Problem statement:
Please print every record below exactly as written, leaving out the pictures.

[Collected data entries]
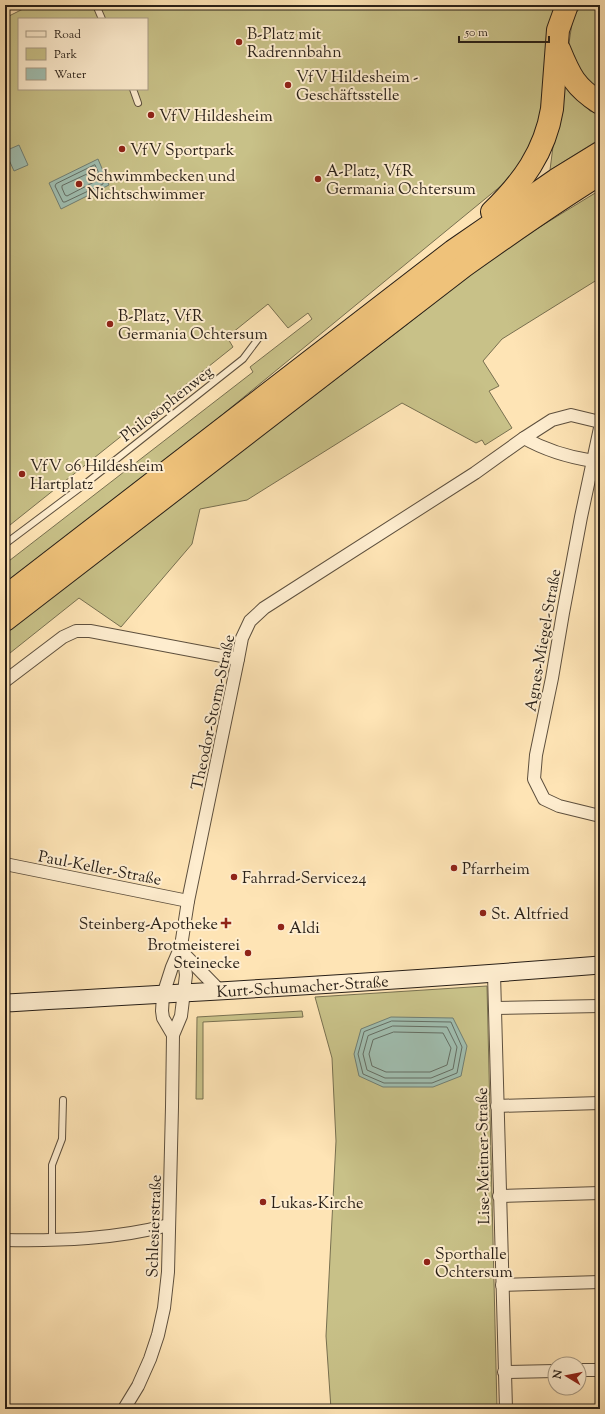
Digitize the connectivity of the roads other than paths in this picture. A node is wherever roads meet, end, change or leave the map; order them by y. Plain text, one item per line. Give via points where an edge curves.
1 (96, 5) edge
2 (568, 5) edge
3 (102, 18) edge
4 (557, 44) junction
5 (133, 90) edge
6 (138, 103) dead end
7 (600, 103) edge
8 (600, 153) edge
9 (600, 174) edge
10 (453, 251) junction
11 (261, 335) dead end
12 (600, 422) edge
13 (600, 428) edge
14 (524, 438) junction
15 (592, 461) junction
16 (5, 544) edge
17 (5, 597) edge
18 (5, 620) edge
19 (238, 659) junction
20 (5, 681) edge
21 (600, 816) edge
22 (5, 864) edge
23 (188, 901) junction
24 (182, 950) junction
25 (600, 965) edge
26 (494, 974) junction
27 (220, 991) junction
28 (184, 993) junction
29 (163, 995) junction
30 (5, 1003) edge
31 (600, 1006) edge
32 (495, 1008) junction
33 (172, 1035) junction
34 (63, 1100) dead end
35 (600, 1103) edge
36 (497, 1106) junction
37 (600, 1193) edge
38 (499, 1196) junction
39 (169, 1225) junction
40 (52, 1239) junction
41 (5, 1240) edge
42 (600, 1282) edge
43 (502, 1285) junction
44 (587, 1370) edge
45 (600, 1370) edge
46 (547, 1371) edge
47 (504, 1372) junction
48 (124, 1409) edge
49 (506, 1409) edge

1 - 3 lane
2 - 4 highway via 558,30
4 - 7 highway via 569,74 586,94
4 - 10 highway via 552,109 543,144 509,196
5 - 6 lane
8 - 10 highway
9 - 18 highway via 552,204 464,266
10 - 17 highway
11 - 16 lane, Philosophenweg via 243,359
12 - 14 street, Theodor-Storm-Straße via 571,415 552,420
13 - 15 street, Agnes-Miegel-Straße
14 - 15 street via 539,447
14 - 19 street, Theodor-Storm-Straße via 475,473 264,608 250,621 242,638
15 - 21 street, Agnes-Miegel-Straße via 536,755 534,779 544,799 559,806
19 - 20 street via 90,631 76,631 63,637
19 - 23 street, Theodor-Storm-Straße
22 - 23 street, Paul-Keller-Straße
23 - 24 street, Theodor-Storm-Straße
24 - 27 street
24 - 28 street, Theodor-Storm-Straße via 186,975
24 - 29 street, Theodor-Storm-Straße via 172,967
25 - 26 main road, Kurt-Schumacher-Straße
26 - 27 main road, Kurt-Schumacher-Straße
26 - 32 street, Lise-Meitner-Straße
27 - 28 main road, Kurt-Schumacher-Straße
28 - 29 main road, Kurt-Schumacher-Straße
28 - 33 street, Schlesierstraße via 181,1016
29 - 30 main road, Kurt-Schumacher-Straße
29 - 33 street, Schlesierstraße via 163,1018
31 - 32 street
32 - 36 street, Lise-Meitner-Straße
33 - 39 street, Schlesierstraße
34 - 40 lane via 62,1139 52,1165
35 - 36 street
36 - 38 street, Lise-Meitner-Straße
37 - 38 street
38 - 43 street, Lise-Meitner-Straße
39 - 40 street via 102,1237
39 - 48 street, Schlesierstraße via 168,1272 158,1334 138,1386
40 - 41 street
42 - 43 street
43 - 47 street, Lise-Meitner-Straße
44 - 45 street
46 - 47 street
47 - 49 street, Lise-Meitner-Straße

Result for this task:
Digitize the connectivity of the roads other than paths in this picture. A node is wherever roads meet, end, change or leave the map; order them by y. Plain text, one item per line. Give via points where an edge curves.
1 (96, 5) edge
2 (568, 5) edge
3 (102, 18) edge
4 (557, 44) junction
5 (133, 90) edge
6 (138, 103) dead end
7 (600, 103) edge
8 (600, 153) edge
9 (600, 174) edge
10 (453, 251) junction
11 (261, 335) dead end
12 (600, 422) edge
13 (600, 428) edge
14 (524, 438) junction
15 (592, 461) junction
16 (5, 544) edge
17 (5, 597) edge
18 (5, 620) edge
19 (238, 659) junction
20 (5, 681) edge
21 (600, 816) edge
22 (5, 864) edge
23 (188, 901) junction
24 (182, 950) junction
25 (600, 965) edge
26 (494, 974) junction
27 (220, 991) junction
28 (184, 993) junction
29 (163, 995) junction
30 (5, 1003) edge
31 (600, 1006) edge
32 (495, 1008) junction
33 (172, 1035) junction
34 (63, 1100) dead end
35 (600, 1103) edge
36 (497, 1106) junction
37 (600, 1193) edge
38 (499, 1196) junction
39 (169, 1225) junction
40 (52, 1239) junction
41 (5, 1240) edge
42 (600, 1282) edge
43 (502, 1285) junction
44 (587, 1370) edge
45 (600, 1370) edge
46 (547, 1371) edge
47 (504, 1372) junction
48 (124, 1409) edge
49 (506, 1409) edge

1 - 3 lane
2 - 4 highway via 558,30
4 - 7 highway via 569,74 586,94
4 - 10 highway via 552,109 543,144 509,196
5 - 6 lane
8 - 10 highway
9 - 18 highway via 552,204 464,266
10 - 17 highway
11 - 16 lane, Philosophenweg via 243,359
12 - 14 street, Theodor-Storm-Straße via 571,415 552,420
13 - 15 street, Agnes-Miegel-Straße
14 - 15 street via 539,447
14 - 19 street, Theodor-Storm-Straße via 475,473 264,608 250,621 242,638
15 - 21 street, Agnes-Miegel-Straße via 536,755 534,779 544,799 559,806
19 - 20 street via 90,631 76,631 63,637
19 - 23 street, Theodor-Storm-Straße
22 - 23 street, Paul-Keller-Straße
23 - 24 street, Theodor-Storm-Straße
24 - 27 street
24 - 28 street, Theodor-Storm-Straße via 186,975
24 - 29 street, Theodor-Storm-Straße via 172,967
25 - 26 main road, Kurt-Schumacher-Straße
26 - 27 main road, Kurt-Schumacher-Straße
26 - 32 street, Lise-Meitner-Straße
27 - 28 main road, Kurt-Schumacher-Straße
28 - 29 main road, Kurt-Schumacher-Straße
28 - 33 street, Schlesierstraße via 181,1016
29 - 30 main road, Kurt-Schumacher-Straße
29 - 33 street, Schlesierstraße via 163,1018
31 - 32 street
32 - 36 street, Lise-Meitner-Straße
33 - 39 street, Schlesierstraße
34 - 40 lane via 62,1139 52,1165
35 - 36 street
36 - 38 street, Lise-Meitner-Straße
37 - 38 street
38 - 43 street, Lise-Meitner-Straße
39 - 40 street via 102,1237
39 - 48 street, Schlesierstraße via 168,1272 158,1334 138,1386
40 - 41 street
42 - 43 street
43 - 47 street, Lise-Meitner-Straße
44 - 45 street
46 - 47 street
47 - 49 street, Lise-Meitner-Straße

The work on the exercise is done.